**WHAT IS NEEDED**
Copy, word for word, the lines of the entries below between the one with "I am building" and the one with "Give me a JSON", inclusive, and leave out everything else.
##### WORKING DATA #####
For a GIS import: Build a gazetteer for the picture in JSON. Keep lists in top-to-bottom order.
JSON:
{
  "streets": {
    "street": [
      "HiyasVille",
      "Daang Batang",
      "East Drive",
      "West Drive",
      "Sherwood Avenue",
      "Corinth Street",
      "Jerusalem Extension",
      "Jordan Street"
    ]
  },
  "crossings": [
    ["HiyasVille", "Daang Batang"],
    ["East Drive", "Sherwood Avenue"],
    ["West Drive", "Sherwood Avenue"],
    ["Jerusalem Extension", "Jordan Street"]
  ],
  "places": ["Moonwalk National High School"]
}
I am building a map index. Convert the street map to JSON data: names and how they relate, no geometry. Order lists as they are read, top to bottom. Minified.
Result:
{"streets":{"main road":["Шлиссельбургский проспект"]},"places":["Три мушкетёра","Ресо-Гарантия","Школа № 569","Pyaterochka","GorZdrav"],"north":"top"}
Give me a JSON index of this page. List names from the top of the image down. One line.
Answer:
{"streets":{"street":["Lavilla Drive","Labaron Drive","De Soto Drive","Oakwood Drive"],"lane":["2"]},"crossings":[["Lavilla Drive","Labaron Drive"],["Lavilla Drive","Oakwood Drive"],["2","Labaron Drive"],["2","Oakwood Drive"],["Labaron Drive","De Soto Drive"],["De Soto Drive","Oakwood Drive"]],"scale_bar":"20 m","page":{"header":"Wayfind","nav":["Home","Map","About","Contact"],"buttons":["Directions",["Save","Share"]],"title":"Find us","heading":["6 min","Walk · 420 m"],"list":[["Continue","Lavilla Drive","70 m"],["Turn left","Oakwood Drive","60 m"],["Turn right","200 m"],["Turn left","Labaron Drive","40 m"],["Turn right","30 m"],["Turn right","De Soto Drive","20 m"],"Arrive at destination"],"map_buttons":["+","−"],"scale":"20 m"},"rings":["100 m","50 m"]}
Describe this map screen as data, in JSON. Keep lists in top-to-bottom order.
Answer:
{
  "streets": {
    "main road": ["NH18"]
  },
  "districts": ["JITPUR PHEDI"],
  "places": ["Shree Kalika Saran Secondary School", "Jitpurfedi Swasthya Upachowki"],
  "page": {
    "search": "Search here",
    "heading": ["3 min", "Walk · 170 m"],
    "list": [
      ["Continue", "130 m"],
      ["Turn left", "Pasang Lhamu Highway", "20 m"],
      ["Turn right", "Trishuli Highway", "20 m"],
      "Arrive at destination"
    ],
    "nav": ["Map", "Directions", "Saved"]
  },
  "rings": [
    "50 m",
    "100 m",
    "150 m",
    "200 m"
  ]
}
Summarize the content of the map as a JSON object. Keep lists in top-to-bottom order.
#####
**RESPONSE TO THE EXERCISE**
I am building a map index. Convert the street map to JSON data: names and how they relate, no geometry. Order lists as they are read, top to bottom. Minified.
Result:
{"streets":{"main road":["Шлиссельбургский проспект"]},"places":["Три мушкетёра","Ресо-Гарантия","Школа № 569","Pyaterochka","GorZdrav"],"north":"top"}
Give me a JSON index of this page. List names from the top of the image down. One line.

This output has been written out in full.